EXERCISE REQUIREMENTS |
Where does the string "list" occur in the records? Copy each line that holds it.

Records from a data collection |
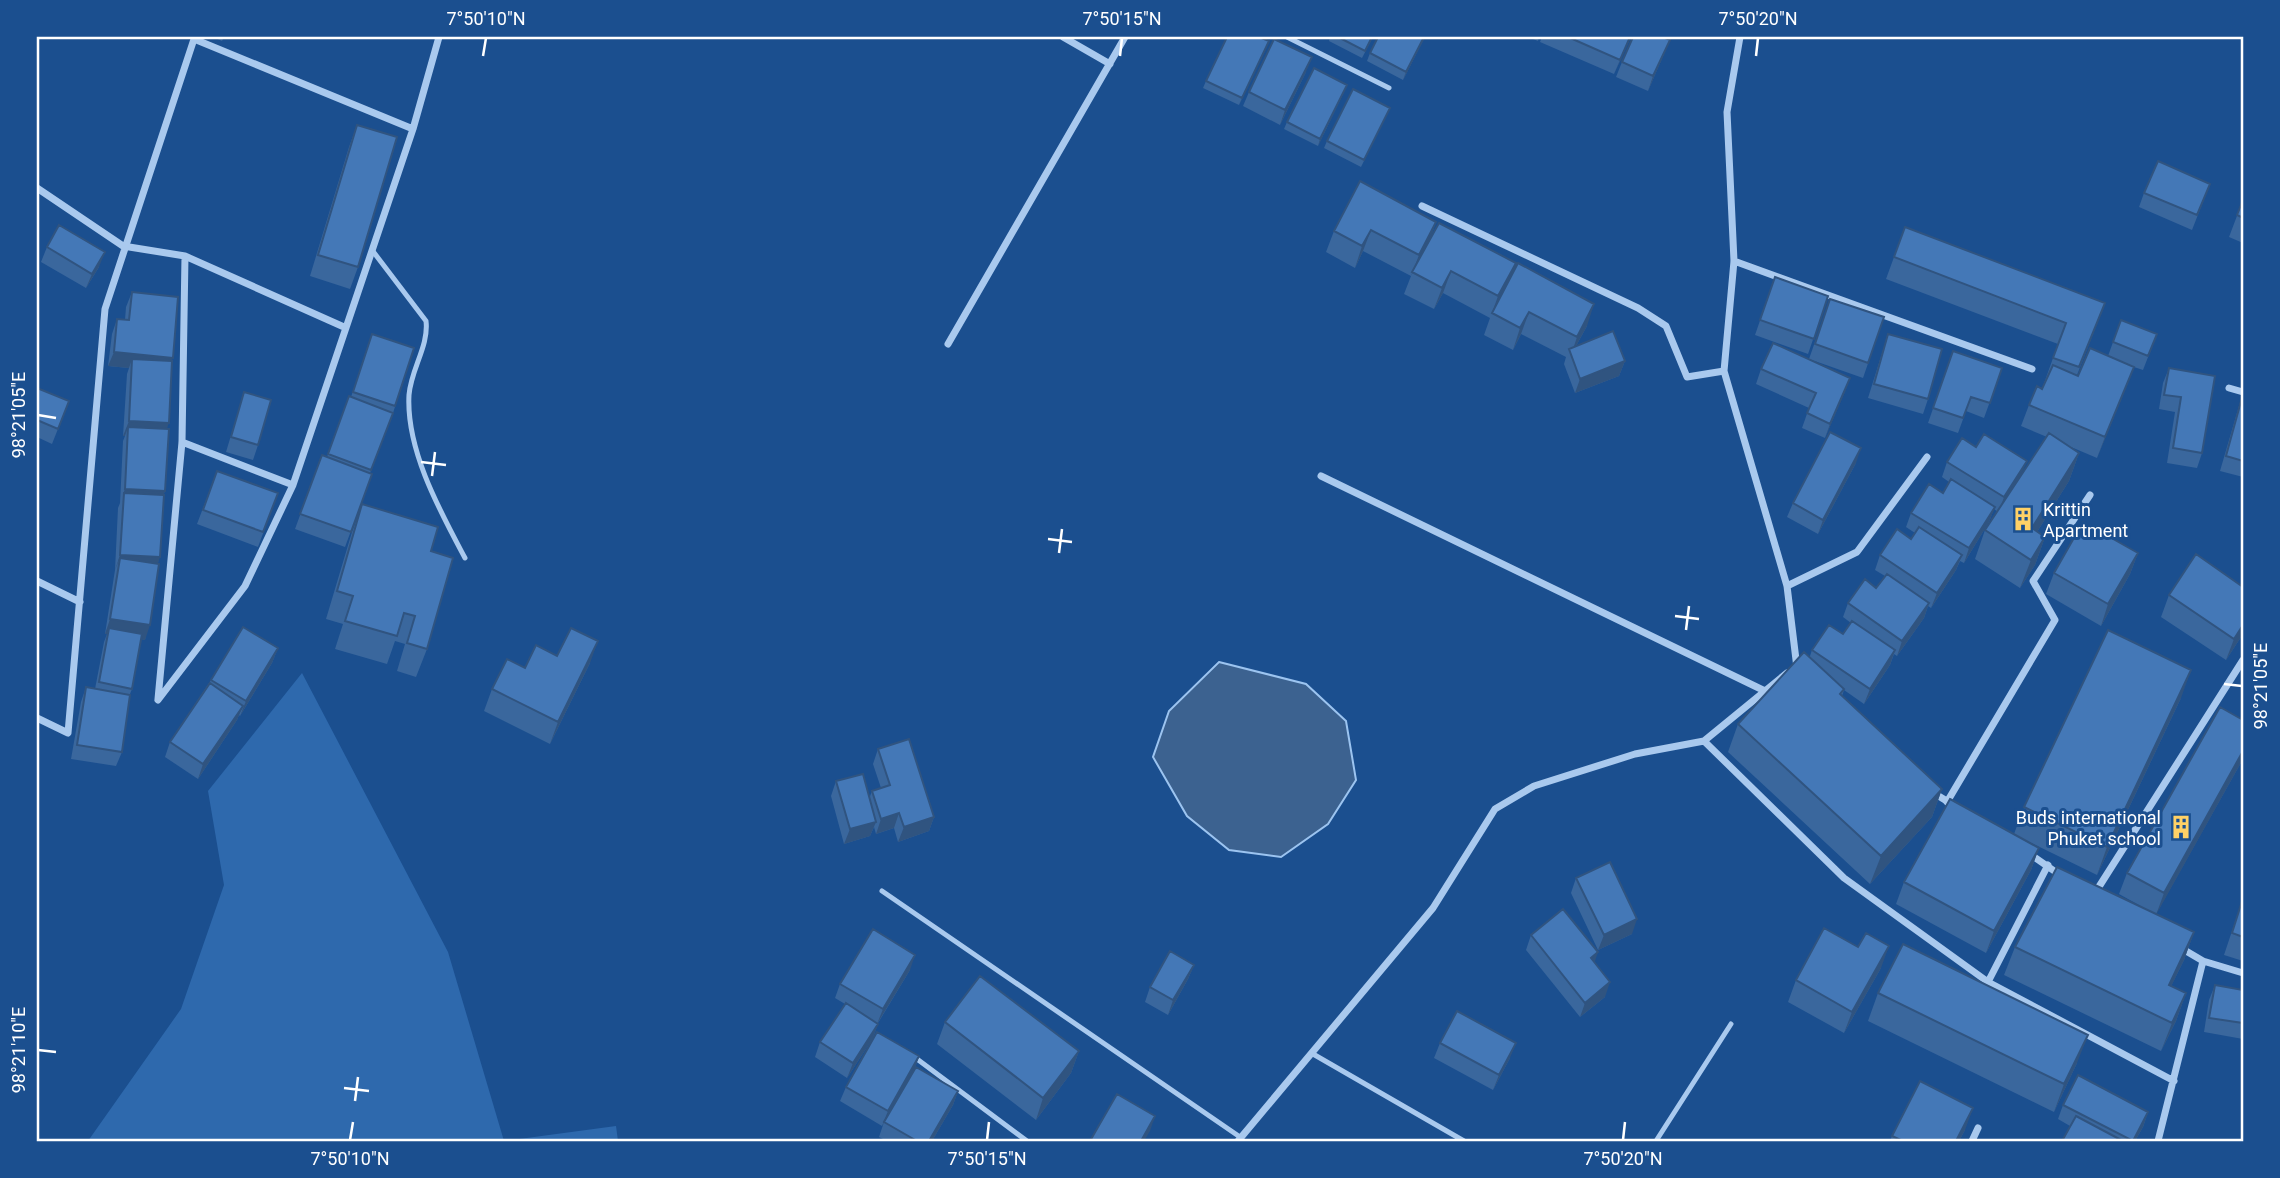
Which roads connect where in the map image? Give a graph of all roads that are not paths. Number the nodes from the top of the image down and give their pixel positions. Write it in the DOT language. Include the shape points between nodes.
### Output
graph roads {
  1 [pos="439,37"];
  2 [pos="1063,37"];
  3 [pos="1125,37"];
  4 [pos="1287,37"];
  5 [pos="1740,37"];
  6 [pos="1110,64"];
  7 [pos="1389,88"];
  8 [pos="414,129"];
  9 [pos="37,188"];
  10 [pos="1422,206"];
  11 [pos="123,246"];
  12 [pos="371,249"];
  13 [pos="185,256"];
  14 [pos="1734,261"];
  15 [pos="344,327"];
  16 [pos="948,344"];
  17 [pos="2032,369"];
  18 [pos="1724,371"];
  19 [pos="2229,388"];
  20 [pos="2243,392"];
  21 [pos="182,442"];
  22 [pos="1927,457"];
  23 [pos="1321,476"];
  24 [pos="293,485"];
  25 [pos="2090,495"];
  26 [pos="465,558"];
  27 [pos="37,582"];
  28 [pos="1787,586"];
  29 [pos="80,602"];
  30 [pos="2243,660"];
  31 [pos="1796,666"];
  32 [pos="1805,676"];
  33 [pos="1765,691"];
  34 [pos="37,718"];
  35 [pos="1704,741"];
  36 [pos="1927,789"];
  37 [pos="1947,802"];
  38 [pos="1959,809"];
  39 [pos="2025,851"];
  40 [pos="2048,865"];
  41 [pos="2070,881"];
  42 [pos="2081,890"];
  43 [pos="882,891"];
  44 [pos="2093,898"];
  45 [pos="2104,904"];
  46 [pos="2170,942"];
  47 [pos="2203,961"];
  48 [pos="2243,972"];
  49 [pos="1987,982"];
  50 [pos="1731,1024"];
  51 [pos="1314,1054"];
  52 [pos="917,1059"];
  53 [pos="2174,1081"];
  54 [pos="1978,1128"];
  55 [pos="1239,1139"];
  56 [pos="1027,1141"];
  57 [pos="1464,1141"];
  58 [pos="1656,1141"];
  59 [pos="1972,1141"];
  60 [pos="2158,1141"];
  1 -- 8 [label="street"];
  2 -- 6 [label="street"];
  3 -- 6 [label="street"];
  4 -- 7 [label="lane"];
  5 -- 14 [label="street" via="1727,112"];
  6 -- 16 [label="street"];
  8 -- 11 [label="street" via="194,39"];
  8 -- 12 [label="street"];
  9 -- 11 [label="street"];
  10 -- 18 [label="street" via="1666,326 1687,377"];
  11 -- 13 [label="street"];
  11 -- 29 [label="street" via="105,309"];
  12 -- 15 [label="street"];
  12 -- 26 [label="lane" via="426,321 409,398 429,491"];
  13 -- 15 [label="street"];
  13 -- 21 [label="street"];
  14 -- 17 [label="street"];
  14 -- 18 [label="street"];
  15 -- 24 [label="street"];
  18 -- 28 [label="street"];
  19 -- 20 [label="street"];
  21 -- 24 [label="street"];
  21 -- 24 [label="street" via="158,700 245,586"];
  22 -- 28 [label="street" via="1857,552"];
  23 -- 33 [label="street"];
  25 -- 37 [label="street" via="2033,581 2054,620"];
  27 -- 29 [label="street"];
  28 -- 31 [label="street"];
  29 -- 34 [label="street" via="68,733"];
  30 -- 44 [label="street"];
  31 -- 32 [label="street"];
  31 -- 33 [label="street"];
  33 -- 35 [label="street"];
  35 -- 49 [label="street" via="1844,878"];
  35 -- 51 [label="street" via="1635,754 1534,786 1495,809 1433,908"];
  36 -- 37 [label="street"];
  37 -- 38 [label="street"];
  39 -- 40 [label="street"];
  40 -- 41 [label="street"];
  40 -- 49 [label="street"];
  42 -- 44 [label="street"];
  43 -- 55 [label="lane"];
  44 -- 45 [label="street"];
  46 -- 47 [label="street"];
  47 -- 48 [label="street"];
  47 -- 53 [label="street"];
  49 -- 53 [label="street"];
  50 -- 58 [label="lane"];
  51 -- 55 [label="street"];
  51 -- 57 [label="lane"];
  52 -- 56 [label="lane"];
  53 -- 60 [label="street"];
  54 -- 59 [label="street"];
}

---

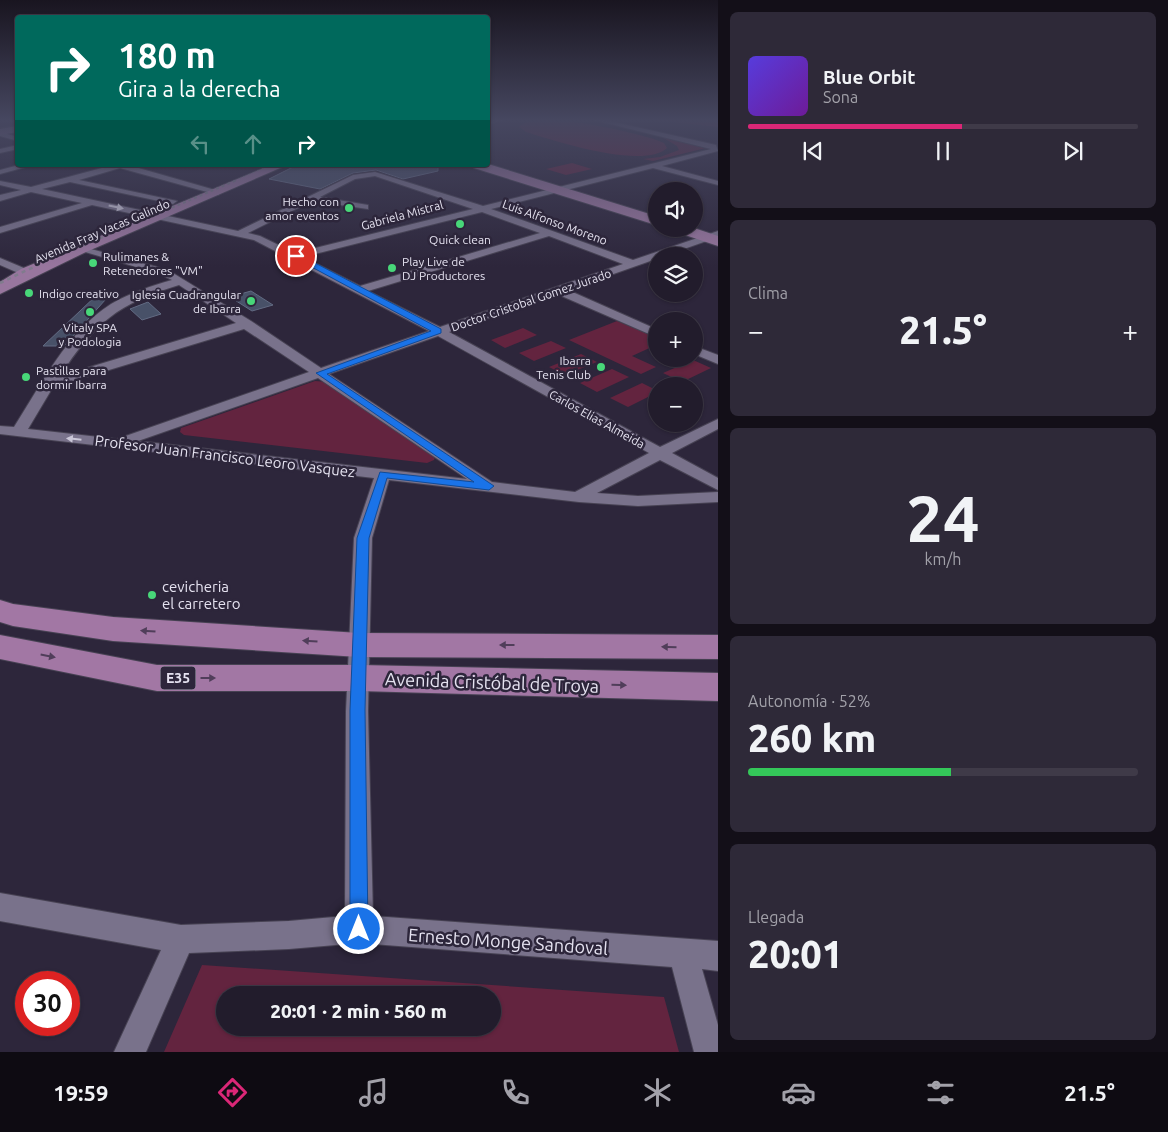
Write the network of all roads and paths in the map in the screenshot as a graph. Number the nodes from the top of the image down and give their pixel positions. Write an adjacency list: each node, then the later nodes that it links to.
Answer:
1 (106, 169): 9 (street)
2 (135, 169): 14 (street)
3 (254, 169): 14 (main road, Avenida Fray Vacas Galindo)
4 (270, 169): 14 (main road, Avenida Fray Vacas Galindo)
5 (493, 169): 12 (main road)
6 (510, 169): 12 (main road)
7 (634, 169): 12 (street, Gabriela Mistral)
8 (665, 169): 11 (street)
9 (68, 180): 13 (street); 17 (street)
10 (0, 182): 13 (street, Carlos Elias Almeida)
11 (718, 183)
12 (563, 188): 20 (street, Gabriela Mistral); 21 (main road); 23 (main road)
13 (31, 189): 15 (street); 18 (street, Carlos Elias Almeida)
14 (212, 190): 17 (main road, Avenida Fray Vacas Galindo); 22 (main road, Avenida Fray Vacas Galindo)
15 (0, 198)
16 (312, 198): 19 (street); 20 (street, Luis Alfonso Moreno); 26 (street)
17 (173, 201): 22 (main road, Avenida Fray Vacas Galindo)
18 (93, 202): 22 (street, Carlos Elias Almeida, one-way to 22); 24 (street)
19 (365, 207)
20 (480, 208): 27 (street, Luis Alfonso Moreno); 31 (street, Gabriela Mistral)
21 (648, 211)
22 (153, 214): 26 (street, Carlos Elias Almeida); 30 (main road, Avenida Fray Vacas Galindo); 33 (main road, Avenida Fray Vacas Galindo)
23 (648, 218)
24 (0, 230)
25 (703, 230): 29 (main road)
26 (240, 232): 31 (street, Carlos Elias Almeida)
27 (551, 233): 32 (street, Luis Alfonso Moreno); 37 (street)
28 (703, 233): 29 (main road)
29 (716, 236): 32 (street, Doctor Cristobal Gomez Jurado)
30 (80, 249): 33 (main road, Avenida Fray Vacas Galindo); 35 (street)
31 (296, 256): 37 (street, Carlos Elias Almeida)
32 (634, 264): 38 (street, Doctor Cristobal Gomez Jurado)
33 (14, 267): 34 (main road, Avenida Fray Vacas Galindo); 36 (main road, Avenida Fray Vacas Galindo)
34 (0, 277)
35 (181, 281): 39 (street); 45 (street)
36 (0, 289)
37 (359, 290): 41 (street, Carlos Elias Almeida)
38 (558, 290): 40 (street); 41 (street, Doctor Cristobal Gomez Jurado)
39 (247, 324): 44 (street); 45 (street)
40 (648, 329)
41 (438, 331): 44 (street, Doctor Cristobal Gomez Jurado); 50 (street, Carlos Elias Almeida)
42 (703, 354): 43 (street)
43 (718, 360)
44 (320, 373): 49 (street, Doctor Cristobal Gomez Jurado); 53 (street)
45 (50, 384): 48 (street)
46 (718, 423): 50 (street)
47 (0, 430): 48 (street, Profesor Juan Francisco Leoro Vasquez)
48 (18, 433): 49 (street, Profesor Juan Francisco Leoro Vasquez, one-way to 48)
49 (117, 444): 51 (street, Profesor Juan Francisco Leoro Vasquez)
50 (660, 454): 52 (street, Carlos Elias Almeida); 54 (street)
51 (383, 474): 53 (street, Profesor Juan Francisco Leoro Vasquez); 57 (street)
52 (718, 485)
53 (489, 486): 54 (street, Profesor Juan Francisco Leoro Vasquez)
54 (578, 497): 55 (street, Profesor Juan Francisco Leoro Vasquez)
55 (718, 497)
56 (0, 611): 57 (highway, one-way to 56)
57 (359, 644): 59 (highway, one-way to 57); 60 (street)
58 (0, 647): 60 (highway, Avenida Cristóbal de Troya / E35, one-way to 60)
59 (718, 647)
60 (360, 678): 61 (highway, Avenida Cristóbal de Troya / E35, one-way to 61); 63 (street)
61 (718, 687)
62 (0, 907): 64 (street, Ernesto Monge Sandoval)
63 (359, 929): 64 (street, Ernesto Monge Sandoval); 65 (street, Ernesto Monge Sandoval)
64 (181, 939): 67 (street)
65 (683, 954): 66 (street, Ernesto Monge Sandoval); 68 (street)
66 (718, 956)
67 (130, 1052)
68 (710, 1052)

...

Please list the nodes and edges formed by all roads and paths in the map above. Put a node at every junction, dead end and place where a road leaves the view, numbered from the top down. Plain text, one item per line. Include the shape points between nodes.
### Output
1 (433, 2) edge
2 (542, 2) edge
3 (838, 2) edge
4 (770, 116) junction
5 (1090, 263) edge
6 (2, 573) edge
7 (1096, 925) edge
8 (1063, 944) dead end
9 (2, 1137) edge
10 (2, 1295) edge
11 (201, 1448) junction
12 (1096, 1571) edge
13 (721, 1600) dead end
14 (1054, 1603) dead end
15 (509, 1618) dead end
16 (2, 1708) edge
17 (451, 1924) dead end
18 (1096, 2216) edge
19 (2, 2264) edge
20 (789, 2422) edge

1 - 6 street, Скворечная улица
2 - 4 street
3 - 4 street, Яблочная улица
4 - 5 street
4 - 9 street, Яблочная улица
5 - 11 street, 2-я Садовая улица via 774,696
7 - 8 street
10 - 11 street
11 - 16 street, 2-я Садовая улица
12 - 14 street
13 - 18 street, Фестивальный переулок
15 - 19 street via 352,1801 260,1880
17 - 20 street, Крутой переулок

OUTPUT |
Write the network of all roads and paths in the map in the screenshot as a graph. Number the nodes from the top of the image down and give their pixel positions. Write an adjacency list: each node, then the later nodes that it links to.
Please list the nodes and edges formed by all roads and paths in the map above. Put a node at every junction, dead end and place where a road leaves the view, numbered from the top down. Plain text, one item per line. Include the shape points between nodes.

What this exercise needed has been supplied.